The report says little is known about which Indigenous policies and programs are worthwhile because assessments have been ad hoc and often an afterthought. The Productivity Commission calls on government agencies to listen and talk to Indigenous people more often — before, during and after spending money on programs designed to improve their lives — and to assess the results and publish the findings.

Mr Wyatt heard some of these arguments when he helped run the joint council that struck the new national agreement on Closing the Gap, rewritten after a decade of failed efforts to reduce Indigenous disadvantage in five out of seven targeted areas. Mr Wyatt and his co-chair, Pat Turner, ensured the 16 new Closing the Gap targets came with requirements including that government agencies are held to account for results and money is tied to performance.

“I welcome the Productivity Commission’s report recommending the creation of a whole-of-government Indigenous evaluation strategy,” Mr Wyatt said.

“Monitoring the effectiveness of programs and understanding what is working and what needs adjustment is essential to informing policy development and supporting robust decision-making.

“The government will consider the report and respond ­appropriately.”

The report sets out a nine-step guide for government organisations each time they spend money on Indigenous affairs, ending with the publication of the results.

The proposal is in large part the work of the Productivity Commission’s Romlie Mokak, a Djugan man from the Kimberley and formerly chief executive of the Lowitja Institute, Australia’s national institute for Aboriginal and Torres Strait Islander health research.

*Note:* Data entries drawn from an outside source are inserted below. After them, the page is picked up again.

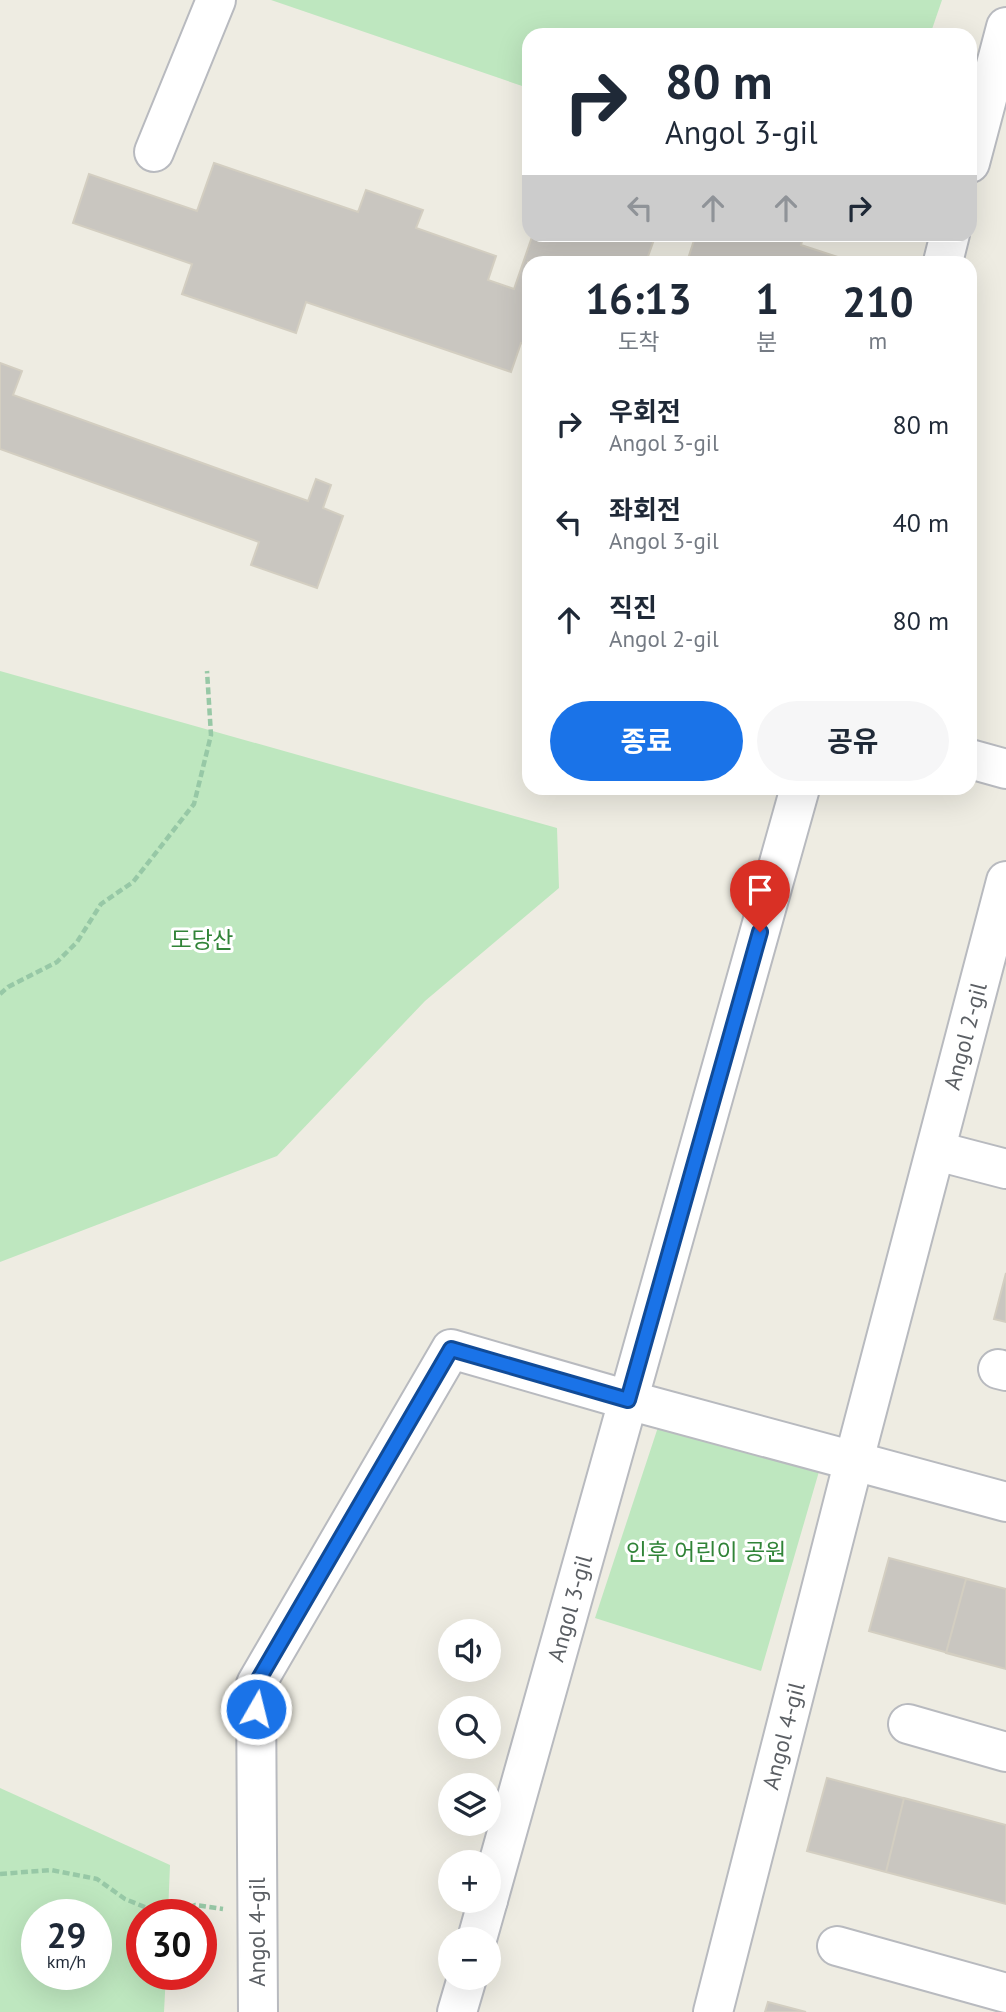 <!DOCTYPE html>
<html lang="ko">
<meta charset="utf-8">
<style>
:root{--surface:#fff;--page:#f6f6f7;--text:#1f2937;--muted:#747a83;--accent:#1a73e8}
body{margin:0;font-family:"PT Sans","Noto Sans KR",sans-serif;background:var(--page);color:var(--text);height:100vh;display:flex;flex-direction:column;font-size:26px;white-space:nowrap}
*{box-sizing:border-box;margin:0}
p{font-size:23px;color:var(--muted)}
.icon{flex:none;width:38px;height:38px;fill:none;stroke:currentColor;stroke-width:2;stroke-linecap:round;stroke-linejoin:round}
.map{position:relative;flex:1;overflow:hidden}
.details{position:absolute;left:522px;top:256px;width:455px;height:539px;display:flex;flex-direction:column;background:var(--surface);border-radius:21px;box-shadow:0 7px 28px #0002}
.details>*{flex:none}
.banner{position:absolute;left:522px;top:28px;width:455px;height:214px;border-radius:21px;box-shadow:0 7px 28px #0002;background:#fff;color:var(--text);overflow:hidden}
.fabs{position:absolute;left:438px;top:1619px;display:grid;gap:14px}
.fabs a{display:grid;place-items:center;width:63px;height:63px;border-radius:50%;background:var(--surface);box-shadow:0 7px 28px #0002;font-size:35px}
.speed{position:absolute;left:21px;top:1899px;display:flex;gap:14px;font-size:35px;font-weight:700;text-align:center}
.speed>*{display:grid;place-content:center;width:91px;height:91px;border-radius:50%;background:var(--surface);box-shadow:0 7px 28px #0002;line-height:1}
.speed small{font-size:18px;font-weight:400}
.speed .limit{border:10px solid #d22;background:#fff;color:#111}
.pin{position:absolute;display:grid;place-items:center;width:60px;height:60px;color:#fff;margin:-72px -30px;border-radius:50% 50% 50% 0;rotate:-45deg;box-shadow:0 0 7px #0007}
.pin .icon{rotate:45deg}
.me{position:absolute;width:77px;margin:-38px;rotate:8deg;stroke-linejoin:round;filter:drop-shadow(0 0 5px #0008)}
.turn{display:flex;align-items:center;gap:24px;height:147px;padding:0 28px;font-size:32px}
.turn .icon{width:91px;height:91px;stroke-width:2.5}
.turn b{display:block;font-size:49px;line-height:60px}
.lanes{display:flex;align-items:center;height:66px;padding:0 28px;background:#0003;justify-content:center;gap:35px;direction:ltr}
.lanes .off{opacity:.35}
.eta{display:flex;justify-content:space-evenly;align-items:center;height:119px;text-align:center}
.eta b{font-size:42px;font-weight:700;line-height:49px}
.cta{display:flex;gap:14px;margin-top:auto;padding:14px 28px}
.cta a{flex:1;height:80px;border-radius:42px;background:var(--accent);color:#fff;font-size:28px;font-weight:700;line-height:80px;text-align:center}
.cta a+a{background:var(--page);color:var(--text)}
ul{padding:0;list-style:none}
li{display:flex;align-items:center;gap:21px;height:98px;padding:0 28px}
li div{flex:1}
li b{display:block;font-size:26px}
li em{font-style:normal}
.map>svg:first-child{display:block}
.green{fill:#bee7bf;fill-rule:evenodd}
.building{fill:#c9c6c0;stroke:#d3cec1;stroke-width:2}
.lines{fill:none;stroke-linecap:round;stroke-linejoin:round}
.minor-casing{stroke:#b8babf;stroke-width:42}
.path{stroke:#97c8a6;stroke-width:4.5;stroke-dasharray:7 3.5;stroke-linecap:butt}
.minor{stroke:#fff;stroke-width:38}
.route-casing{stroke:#114b97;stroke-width:18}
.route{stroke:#1a73e8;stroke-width:12}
.labels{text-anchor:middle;stroke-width:6;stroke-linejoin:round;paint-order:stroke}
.park-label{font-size:23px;fill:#318438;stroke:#fff}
.street-label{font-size:23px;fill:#5b5f64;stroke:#fff}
</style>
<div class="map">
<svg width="1006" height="2012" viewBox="0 0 1006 2012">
<rect width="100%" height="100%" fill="#eeece2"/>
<path class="green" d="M 271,0 L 942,0 L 930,35 L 528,35 L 528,88 Z
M 0,671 L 557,828 L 559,888 L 425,1001 L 277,1156 L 0,1262 Z
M 662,1415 L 820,1468 L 761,1671 L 595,1618 Z
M 0,1788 L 170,1865 L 168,1914 L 142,1914 L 142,1974 L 166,1974 L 164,2012 L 0,2012 ZM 37,1914 L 96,1914 L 96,1974 L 37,1974 Z"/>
<path class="building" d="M 214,163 L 358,212 L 366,190 L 423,210 L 416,228 L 496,256 L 488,280 L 514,289 L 533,234 L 656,234 L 646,262 L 528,262 L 528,345 L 521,343 L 511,372 L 306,302 L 296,333 L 182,294 L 192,264 L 73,223 L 89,174 L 197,211 Z
M 696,234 L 804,234 L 801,245 L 847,260 L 847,262 L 687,262 Z
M 0,363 L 22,371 L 13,395 L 308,501 L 316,479 L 331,485 L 323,508 L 343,516 L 317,588 L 251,565 L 259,542 L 0,449 Z
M 1006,1273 L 1006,1322 L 994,1319 Z
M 1006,1273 L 1006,1322 L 994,1319 Z
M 889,1558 L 1006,1589 L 1006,1669 L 869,1631 Z
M 966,1579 L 1006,1589 L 1006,1669 L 946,1653 Z
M 827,1778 L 1006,1825 L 1006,1904 L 807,1851 Z
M 904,1798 L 1006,1825 L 1006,1904 L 886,1872 Z
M 768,2002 L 806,2012 L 765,2012 Z"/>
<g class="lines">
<defs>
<g id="minor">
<path d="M 154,152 L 216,0"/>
<path d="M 970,163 L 1006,27"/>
<path d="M 943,262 L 950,234"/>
<path d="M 970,759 L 1006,769"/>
<path d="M 937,1151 L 1006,1169"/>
<path d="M 998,1369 L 1006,1371"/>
<path d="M 908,1724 L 1006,1752"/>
<path id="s1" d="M 488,1900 L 800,788"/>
<path d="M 477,1939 L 488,1900"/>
<path d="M 837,1946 L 1006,1993"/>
<path d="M 258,2012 L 256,1684 L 451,1349 L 628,1400 L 1006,1502"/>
<path d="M 457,2012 L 467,1978"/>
<path id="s2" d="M 713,2012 L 854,1460 L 1006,881"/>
</g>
</defs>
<use href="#minor" class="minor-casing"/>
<path class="path" d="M 0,994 L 8,987 L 57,962 L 77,942 L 101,904 L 133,882 L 194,804 L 211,735 L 207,671
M 0,1874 L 51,1870 L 97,1879 L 125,1899 L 152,1910 L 177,1912 L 195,1905 L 223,1909"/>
<use href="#minor" class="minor"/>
</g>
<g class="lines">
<defs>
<path id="route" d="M 256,1709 L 256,1684 L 451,1349 L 628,1400 L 760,932"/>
</defs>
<use href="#route" class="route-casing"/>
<use href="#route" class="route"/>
</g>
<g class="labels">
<g class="park-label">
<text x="202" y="948">도당산</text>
<text x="706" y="1560">인후 어린이 공원</text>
</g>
<g class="street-label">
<text dy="8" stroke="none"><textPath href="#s2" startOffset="1008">Angol 2-gil</textPath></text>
<text dy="8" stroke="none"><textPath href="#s1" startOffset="303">Angol 3-gil</textPath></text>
<text dy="8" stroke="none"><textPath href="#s2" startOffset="285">Angol 4-gil</textPath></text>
<text transform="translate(257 1932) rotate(-90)" y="8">Angol 4-gil</text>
</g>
</g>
</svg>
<div class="fabs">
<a><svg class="icon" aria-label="sound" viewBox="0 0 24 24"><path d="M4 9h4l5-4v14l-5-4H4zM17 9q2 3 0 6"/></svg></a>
<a><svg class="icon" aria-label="search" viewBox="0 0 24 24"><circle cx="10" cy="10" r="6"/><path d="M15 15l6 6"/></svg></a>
<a><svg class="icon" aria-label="layers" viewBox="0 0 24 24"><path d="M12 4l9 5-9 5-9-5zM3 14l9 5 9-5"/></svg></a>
<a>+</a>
<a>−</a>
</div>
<div class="speed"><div>29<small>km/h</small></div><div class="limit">30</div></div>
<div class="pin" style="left:760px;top:932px;background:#d93025"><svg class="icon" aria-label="arrive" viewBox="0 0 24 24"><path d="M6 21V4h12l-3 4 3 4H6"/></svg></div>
<svg class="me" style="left:256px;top:1709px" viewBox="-20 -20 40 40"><circle r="17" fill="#1a73e8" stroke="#fff" stroke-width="3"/><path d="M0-11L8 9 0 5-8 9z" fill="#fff"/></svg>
<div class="banner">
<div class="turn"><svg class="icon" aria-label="right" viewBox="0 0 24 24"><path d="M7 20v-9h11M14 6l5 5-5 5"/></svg><div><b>80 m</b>Angol 3-gil</div></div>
<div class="lanes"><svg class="icon off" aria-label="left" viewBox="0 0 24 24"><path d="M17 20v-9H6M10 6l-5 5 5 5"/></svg><svg class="icon off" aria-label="ahead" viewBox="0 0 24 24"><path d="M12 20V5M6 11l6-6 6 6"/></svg><svg class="icon off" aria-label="ahead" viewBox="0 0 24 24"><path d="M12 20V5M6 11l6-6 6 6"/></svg><svg class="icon" aria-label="right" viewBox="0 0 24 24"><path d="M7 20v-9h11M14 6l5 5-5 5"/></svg></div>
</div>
<section class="details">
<div class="eta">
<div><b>16:13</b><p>도착</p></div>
<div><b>1</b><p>분</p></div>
<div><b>210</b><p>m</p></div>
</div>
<ul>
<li><svg class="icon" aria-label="right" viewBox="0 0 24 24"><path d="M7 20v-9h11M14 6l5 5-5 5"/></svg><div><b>우회전</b><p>Angol 3-gil</p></div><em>80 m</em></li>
<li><svg class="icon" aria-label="left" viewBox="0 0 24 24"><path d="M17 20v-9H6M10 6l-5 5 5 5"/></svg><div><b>좌회전</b><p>Angol 3-gil</p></div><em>40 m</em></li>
<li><svg class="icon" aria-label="ahead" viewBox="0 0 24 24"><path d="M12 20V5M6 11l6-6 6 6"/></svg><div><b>직진</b><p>Angol 2-gil</p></div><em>80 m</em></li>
</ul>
<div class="cta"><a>종료</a><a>공유</a></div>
</section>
</div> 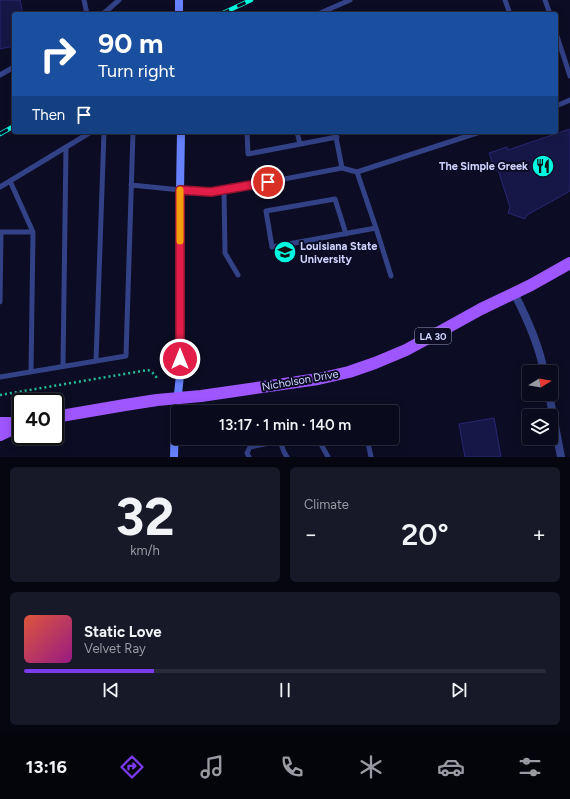 <!DOCTYPE html>
<html lang="en">
<head>
<meta charset="utf-8">
<style>
	:root { --surface:#090a1b; --page:#171828; --text:#f1f3f6; --muted:#999aa3; --line:#292b3a; --accent:#7c3aed }
	body { margin:0; font-family:Figtree,sans-serif; background:var(--page); color:var(--text); height:100vh; display:flex; flex-direction:column; font-size:15px; white-space:nowrap }
	* { box-sizing:border-box; margin:0 }
	p { font-size:13px; color:var(--muted) }
	.icon { flex:none; width:22px; height:22px; fill:none; stroke:currentColor; stroke-width:2; stroke-linecap:round; stroke-linejoin:round }
	.map { position:relative; height:457px; overflow:hidden }
	.drawer { display:flex; flex-direction:column; gap:10px; padding:10px; background:#05060f; flex:1 }
	.drawer>* { flex:none }
	.top-card { position:absolute; left:12px; top:12px; width:546px; height:122px; border-radius:4px; box-shadow:0 2px 10px #0003,0 0 0 1px var(--line); background:#1a4fa0; color:#fff; overflow:hidden }
	.needle { width:26px; rotate:79deg }
	.fabs { position:absolute; left:522px; top:365px; display:grid; gap:8px }
	.fabs a { display:grid; place-items:center; width:36px; height:36px; border-radius:4px; background:var(--surface); box-shadow:0 2px 10px #0003,0 0 0 1px var(--line); font-size:20px }
	.speed { position:absolute; left:12px; top:393px; display:flex; gap:8px; font-size:20px; font-weight:700; text-align:center }
	.speed>* { display:grid; place-content:center; width:52px; height:52px; border-radius:50%; background:var(--surface); box-shadow:0 2px 10px #0003,0 0 0 1px var(--line); line-height:1 }
	.speed .limit { border:2px solid #111; border-radius:6px; background:#fff; color:#111 }
	.pin { position:absolute; display:grid; place-items:center; width:34px; height:34px; color:#fff; margin:-17px; border:2px solid #fff; border-radius:50%; box-shadow:0 1px 4px #0007 }
	.me { position:absolute; width:44px; margin:-22px; rotate:0deg; stroke-linejoin:round; filter:drop-shadow(0 0 3px #0008) }
	.turn { display:flex; align-items:center; gap:14px; height:84px; padding:0 20px; font-size:18px }
	.turn .icon { width:52px; height:52px; stroke-width:2.5 }
	.turn b { display:block; font-size:28px; line-height:34px }
	.then { display:flex; align-items:center; height:38px; padding:0 20px; background:#0003; gap:8px; font-size:15px }
	.big { font-size:30px; font-weight:600; line-height:1.1 }
	.drawer .card { flex:1; display:flex; flex-direction:column; justify-content:center; gap:6px; min-width:0; padding:0 14px; border-radius:6px; background:var(--page) }
	.drawer .dial { align-items:center; gap:0 }
	.dial b { font-size:52px; line-height:1 }
	.song { display:flex; align-items:center; gap:12px }
	.cover { width:48px; height:48px; border-radius:6px; background:linear-gradient(135deg,hsl(10 70% 55%),hsl(310 70% 35%)) }
	.played { height:4px; border-radius:2px; background:linear-gradient(90deg,var(--accent) 25%,var(--line) 25%) }
	.keys { display:flex; justify-content:space-around; direction:ltr }
	.heat { display:flex; justify-content:space-between; align-items:center; font-size:22px; direction:ltr }
	.drawer .tiles { flex:1; display:grid; gap:10px; grid-template-columns:1fr 1fr }
	.card:last-child { grid-column:span 2 }
	.trip { position:absolute; left:171px; top:405px; width:228px; height:40px; border-radius:4px; background:var(--surface); box-shadow:0 2px 10px #0003,0 0 0 1px var(--line); font-weight:600; line-height:40px; text-align:center }
	.tab-bar { display:flex; height:64px; justify-content:space-around; align-items:center; background:#04040b; color:var(--muted) }
	.tab-bar .icon { width:28px; height:28px }
	.tab-bar .on { color:var(--accent) }
	.tab-bar b { font-size:18px; color:var(--text) }
	.map>svg:first-child { display:block }
	.building { fill:#171747; stroke:#272775 }
	.lines { fill:none; stroke-linecap:round; stroke-linejoin:round }
	.path { stroke:#24be96; stroke-width:2.5; stroke-dasharray:2 3; stroke-linecap:butt }
	.lane { stroke:#334187; stroke-width:5 }
	.street { stroke:#334187; stroke-width:8 }
	.secondary { stroke:#6682ff; stroke-width:8 }
	.primary { stroke:#9e56ff; stroke-width:12 }
	.rail-casing { stroke:#00fae1; stroke-width:4.5 }
	.rail { stroke:#0c0d24; stroke-width:3; stroke-dasharray:9; stroke-linecap:butt }
	.route-casing { stroke:#92132f; stroke-width:10 }
	.route { stroke:#e11d48; stroke-width:7 }
	.slow { stroke:#f59e0b; stroke-width:7 }
	.labels { text-anchor:middle; stroke-width:4; stroke-linejoin:round; paint-order:stroke }
	.shield { fill:#0c0d24; stroke:#9498bd; stroke-width:1 }
	.shield-label { font-size:10px; font-weight:bold; fill:#cfd4ff }
	.poi-label { font-size:11px; font-weight:bold; fill:#cfd4ff; stroke:#0c0d24; text-anchor:end }
	.street-label { font-size:11px; fill:#cfd4ff; stroke:#0c0d24 }
</style>
</head>
<body>
<div class="map">
<svg width="570" height="457" viewBox="0 0 570 457">
	<rect width="100%" height="100%" fill="#0c0d24"/>
	<path class="building" d="M0,0H20L23,14H14V46L0,49Z
		M570,129V191L527,215L525,219L508,213L510,207L498,170H495L489,153L507,147L508,150Z
		M494,418L501,457H465L459,424Z"/>
	<g class="lines">
		<path class="path" d="M0,395L148,370L152,372L157,378"/>
		<path class="lane" d="M84,0L87,14
			M505,0L510,14
			M545,0L550,14
			M103,14L119,0
			M318,14L350,0
			M556,33L570,76
			M0,75L14,67
			M556,106L570,100
			M247,132L248,154L337,137
			M297,132L300,144
			M335,132L342,168
			M10,181L33,232
			M131,185L211,193L342,168L357,172L480,132
			M0,187L91,132
			M224,191L225,253L238,275
			M376,228L391,276
			M346,234L335,199L266,211L272,247L376,228L357,172
			M0,302L1,232H33L31,372
			M96,361L104,132
			M63,366L66,147
			M0,377L126,356L133,132
			M319,438L322,446L328,457
			M367,438L371,457
			M280,441L284,452L287,457
			M249,457L247,453L250,447L293,438"/>
		<path class="street" d="M514,293C527,318 539,344 544,372
			M549,394L561,457"/>
		<path class="secondary" d="M179,14V0
			M174,457L175,423L180,375V190L181,132"/>
		<path class="primary" d="M55,417L125,405L157,400L201,396L318,379L349,372L375,363L406,350L443,330L481,309L531,285L570,263
			M0,423H21
			M0,435L21,425"/>
		<g class="rail-casing">
			<path id="rail" d="M221,14L251,0
				M0,134L14,126"/>
		</g>
		<use href="#rail" class="rail"/>
	</g>
	<g class="lines">
		<g class="route-casing">
			<path id="route" d="M180,359V190L211,192L268,182"/>
		</g>
		<use href="#route" class="route"/>
		<path class="slow" d="M180,241V190"/>
	</g>
	<defs>
		<g id="restaurant-disc" transform="scale(1.15)"><circle r="9.5" fill="#00fae1" stroke="#0c0d24"/><path d="M-5-6h1v4h1v-4h1v4h1v-4h1v5L-1.5 .5V6h-2V.5L-5-1ZM5-6V6H3V1.5H1.5Q1.5-4 5-6Z" fill="#111"/></g>
		<g id="university-disc" transform="scale(1.15)"><circle r="9.5" fill="#00fae1" stroke="#0c0d24"/><path d="M0-5L7-2L0 1L-7-2ZM-4 1L0 2.5L4 1V4Q0 6-4 4Z" fill="#111"/></g>
	</defs>
	<g fill-rule="evenodd">
		<use href="#restaurant-disc" x="543" y="166"/>
		<use href="#university-disc" x="285" y="252"/>
	</g>
	<g class="labels">
		<rect class="shield" x="415" y="328" width="36" height="16" rx="3"/>
		<g class="shield-label">
			<text x="433" y="340">LA 30</text>
		</g>
		<g class="poi-label">
			<text x="528" y="170">The Simple Greek</text>
			<text x="300" y="250" text-anchor="start">Louisiana State<tspan x="300" dy="13">University</tspan></text>
		</g>
		<g class="street-label">
			<text transform="translate(300 380) rotate(-10)" y="4">Nicholson Drive</text>
		</g>
	</g>
</svg>
<div class="fabs">
<a><svg class="needle" viewBox="-14 -14 28 28"><path d="M0-13l5 13h-10z" fill="#e53935"/><path d="M0 13l5-13h-10z" fill="#999aa3"/></svg></a>
<a><svg class="icon" aria-label="layers" viewBox="0 0 24 24"><path d="M12 4l9 5-9 5-9-5zM3 14l9 5 9-5"/></svg></a>
</div>
<div class="speed"><div class="limit">40</div></div>
<div class="pin" style="left:268px;top:182px;background:#d93025"><svg class="icon" aria-label="arrive" viewBox="0 0 24 24"><path d="M6 21V4h12l-3 4 3 4H6"/></svg></div>
<svg class="me" style="left:180px;top:359px" viewBox="-20 -20 40 40"><circle r="17" fill="#e11d48" stroke="#fff" stroke-width="3"/><path d="M0-11L8 9 0 5-8 9z" fill="#fff"/></svg>
<div class="trip">13:17 · 1 min · 140 m</div>
<div class="top-card">
<div class="turn"><svg class="icon" aria-label="right" viewBox="0 0 24 24"><path d="M7 20v-9h11M14 6l5 5-5 5"/></svg><div><b>90 m</b>Turn right</div></div>
<div class="then">Then<svg class="icon" aria-label="arrive" viewBox="0 0 24 24"><path d="M6 21V4h12l-3 4 3 4H6"/></svg></div>
</div>
</div>
<section class="drawer">
<div class="tiles">
<div class="card dial"><b>32</b><p>km/h</p></div>
<div class="card"><p>Climate</p>
<div class="heat"><a>−</a><b class="big">20°</b><a>+</a></div>
</div>
<div class="card">
<div class="song"><i class="cover"></i><div><b>Static Love</b><p>Velvet Ray</p></div></div>
<div class="played"></div>
<div class="keys"><svg class="icon" aria-label="previous" viewBox="0 0 24 24"><path d="M18 5L8 12l10 7zM5 5v14"/></svg><svg class="icon" aria-label="pause" viewBox="0 0 24 24"><path d="M8 5v14M16 5v14"/></svg><svg class="icon" aria-label="next" viewBox="0 0 24 24"><path d="M6 5l10 7-10 7zM19 5v14"/></svg></div>
</div>
</div>
</section>
<nav class="tab-bar">
<b>13:16</b>
<svg class="icon on" aria-label="directions" viewBox="0 0 24 24"><path d="M12 3l9 9-9 9-9-9zM9 14v-3h6M13 9l2 2-2 2"/></svg>
<svg class="icon" aria-label="music" viewBox="0 0 24 24"><path d="M9 18V5l10-2v13"/><circle cx="6" cy="18" r="3"/><circle cx="16" cy="16" r="3"/></svg>
<svg class="icon" aria-label="phone" viewBox="0 0 24 24"><path d="M5 4h4l2 5-3 2q2 4 5 5l2-3 5 2v4C11 20 4 13 5 4z"/></svg>
<svg class="icon" aria-label="climate" viewBox="0 0 24 24"><path d="M12 3v18M4 7l16 10M4 17L20 7"/></svg>
<svg class="icon" aria-label="car" viewBox="0 0 24 24"><path d="M5 17H2v-5l4-1 3-4h7l3 4 3 1v5h-3M9 17h6M6 11h13"/><circle cx="7" cy="17" r="2"/><circle cx="17" cy="17" r="2"/></svg>
<svg class="icon" aria-label="filters" viewBox="0 0 24 24"><path d="M4 7h16M4 17h16"/><circle cx="9" cy="7" r="2"/><circle cx="15" cy="17" r="2"/></svg>
</nav>
</body>
</html>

The report comes six years since Warren Mundine, then chair of prime minister Tony Abbott’s Indigenous Advisory Council, called for a full audit of spending in Indigenous affairs, which is often estimated at $35bn a year.

Mr Mundine said on Friday governments must get to the bottom of what he considered peculiar costs.

“We need to know if there is any funny business going on — why for example does it cost the government say $600,000 to build a house in an Indigenous community when it should be $200,000?” he said.

“Anecdotally there are examples of someone flying from Darwin to a remote community to do something simple like change a washer. All that work needs to be regionalised.”

Mr Mundine also said a full audit of assets owned by Indigenous organisations was essential.

He said that in his work advising the Howard and then Abbott governments he learned that some organisations had useful assets — including buildings — that they did not know they owned.

The figure of almost $35bn in Indigenous spending a year is an estimate calculated from the Aboriginal and Torres Strait Islander population of about 800,000, or 3.3 per cent of the population.